As recreation economies like Montana’s surge — recent data from the U.S. Bureau of Economic Analysis pegs the Treasure State’s total outdoor recreation value at $2.3 billion — a new era is dawning over a landscape that defines cultural identities as much as it serves as a conservation tool.

“These are the beating hearts of our ecosystems and our economies,” Jamison said of the parks system. “So if our future ecology and our future economy and our future identities depend on them, then it is probably worth having a plan for how we live next door to them.”

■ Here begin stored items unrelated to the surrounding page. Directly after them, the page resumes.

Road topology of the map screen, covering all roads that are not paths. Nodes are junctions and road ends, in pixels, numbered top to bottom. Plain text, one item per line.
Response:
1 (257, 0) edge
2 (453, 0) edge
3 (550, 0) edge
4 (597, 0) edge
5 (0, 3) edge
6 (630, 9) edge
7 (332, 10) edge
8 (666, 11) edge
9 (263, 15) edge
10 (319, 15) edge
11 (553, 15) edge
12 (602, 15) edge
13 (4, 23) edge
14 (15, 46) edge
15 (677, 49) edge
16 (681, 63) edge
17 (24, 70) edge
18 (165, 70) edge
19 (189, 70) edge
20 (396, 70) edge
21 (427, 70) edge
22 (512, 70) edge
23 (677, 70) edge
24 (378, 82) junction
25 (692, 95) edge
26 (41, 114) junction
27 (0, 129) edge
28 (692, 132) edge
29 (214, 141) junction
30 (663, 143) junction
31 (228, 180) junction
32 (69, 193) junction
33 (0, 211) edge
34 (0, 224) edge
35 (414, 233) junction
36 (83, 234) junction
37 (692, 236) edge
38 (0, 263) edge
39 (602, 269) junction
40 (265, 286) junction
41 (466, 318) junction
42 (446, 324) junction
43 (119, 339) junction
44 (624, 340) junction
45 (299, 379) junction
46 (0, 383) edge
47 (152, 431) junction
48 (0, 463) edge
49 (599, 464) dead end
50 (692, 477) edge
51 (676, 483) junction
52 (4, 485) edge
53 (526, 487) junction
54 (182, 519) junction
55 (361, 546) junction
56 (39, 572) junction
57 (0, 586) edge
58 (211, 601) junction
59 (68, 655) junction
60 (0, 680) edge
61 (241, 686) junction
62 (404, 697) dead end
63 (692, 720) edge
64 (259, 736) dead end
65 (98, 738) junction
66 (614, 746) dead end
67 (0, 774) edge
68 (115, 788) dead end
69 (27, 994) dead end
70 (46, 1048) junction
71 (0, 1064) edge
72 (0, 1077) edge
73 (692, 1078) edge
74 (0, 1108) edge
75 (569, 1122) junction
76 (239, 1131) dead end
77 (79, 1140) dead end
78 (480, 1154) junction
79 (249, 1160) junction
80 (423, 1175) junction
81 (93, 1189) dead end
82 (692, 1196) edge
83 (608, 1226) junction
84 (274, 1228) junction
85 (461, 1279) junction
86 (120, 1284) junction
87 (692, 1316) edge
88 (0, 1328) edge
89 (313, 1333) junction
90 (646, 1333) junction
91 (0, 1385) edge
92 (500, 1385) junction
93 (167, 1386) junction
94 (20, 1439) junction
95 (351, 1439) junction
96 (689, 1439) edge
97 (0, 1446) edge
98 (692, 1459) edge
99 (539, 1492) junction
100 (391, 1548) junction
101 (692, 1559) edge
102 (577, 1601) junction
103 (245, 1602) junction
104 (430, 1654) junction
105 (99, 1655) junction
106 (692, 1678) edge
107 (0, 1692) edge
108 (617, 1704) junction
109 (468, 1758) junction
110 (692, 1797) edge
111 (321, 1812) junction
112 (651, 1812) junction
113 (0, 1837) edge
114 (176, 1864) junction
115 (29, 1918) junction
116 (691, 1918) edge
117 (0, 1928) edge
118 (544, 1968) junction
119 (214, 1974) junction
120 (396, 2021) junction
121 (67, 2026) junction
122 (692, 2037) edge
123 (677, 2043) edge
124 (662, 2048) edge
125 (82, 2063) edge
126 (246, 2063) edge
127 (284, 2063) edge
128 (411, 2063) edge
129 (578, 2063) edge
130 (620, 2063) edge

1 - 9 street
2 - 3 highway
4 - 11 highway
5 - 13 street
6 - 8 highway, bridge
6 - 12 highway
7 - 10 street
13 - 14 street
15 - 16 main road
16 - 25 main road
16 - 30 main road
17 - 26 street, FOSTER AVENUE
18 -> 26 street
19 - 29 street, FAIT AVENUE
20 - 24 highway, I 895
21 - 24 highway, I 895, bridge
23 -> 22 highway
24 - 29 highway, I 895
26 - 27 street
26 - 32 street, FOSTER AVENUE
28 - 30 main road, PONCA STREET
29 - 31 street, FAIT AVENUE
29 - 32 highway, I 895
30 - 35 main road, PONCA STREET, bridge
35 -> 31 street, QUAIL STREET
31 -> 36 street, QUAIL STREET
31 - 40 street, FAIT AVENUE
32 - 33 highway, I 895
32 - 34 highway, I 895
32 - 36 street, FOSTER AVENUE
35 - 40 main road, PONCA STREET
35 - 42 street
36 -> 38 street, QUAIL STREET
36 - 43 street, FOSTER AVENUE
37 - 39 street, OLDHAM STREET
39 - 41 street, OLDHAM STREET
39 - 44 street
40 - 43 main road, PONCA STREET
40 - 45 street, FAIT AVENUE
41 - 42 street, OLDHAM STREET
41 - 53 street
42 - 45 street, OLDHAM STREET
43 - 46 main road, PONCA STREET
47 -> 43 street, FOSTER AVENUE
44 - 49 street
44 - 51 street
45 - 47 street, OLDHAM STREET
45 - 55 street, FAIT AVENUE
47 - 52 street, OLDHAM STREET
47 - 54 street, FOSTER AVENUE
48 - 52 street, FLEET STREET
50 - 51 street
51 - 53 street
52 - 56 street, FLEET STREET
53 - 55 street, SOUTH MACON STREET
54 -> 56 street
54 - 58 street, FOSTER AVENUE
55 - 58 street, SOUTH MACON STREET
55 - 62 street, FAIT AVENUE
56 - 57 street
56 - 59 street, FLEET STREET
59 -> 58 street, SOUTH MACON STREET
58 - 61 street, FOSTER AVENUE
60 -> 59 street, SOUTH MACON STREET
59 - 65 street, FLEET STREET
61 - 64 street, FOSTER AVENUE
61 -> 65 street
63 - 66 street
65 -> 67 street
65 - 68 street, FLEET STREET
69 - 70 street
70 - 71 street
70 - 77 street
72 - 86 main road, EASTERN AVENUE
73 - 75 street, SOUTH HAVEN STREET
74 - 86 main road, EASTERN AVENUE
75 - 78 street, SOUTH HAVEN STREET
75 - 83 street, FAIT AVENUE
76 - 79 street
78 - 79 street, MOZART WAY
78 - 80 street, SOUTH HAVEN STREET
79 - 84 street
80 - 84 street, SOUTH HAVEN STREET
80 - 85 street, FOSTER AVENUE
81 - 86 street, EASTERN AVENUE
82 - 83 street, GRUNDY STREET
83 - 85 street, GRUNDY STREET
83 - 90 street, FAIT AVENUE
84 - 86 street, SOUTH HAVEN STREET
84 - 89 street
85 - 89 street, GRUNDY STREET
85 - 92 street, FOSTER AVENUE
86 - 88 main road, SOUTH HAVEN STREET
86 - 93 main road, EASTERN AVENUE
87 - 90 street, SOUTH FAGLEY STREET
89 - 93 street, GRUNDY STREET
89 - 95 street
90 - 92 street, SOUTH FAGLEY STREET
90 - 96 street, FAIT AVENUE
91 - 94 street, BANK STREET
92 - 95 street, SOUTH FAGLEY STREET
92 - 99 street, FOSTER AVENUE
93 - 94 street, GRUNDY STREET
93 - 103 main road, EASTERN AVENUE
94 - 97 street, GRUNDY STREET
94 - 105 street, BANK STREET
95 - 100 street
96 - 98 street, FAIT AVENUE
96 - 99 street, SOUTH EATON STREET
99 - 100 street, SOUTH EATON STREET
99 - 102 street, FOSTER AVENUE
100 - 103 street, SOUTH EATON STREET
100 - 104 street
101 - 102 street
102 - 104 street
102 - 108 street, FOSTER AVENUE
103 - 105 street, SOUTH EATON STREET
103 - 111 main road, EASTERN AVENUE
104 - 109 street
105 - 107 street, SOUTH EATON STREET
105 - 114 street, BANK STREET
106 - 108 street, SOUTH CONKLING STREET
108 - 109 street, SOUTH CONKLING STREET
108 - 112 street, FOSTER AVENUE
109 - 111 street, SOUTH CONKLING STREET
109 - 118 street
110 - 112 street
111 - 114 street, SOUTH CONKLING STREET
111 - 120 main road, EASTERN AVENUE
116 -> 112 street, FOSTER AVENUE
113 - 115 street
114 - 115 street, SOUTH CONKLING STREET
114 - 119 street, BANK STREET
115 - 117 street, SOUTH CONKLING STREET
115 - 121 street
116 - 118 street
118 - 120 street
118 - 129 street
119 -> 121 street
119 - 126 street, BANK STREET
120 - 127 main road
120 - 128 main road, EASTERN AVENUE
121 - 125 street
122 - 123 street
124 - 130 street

Still, what’s good for community isn’t necessarily good for conservation, and vice versa. With that in mind, the NPCA’s centennial celebration was dominated by conversations about how to improve symbiotic relationships across the landscape in an effort to benefit culture, community, conservation, and economies.

“One hundred years ago, it was all about drawing lines around big, beautiful places. It was all about protect,” Jamison said. “Now, from a cultural and economic perspective, from a community perspective and from a conservation perspective, it’s about pivoting toward connection. These islands don’t work independent from one another, so how do we connect them.”

Jamison encouraged stakeholders to think like “modern-day Mathers” — to develop a vision and a plan and act on it, so that it can be born out in a way that sustains parks and communities for the next century.

“Our relationship to the landscape is who we are. It’s how we make a living and it’s what identifies us,” Jamison said. “If it’s so important, we can’t just let it happen by accident.”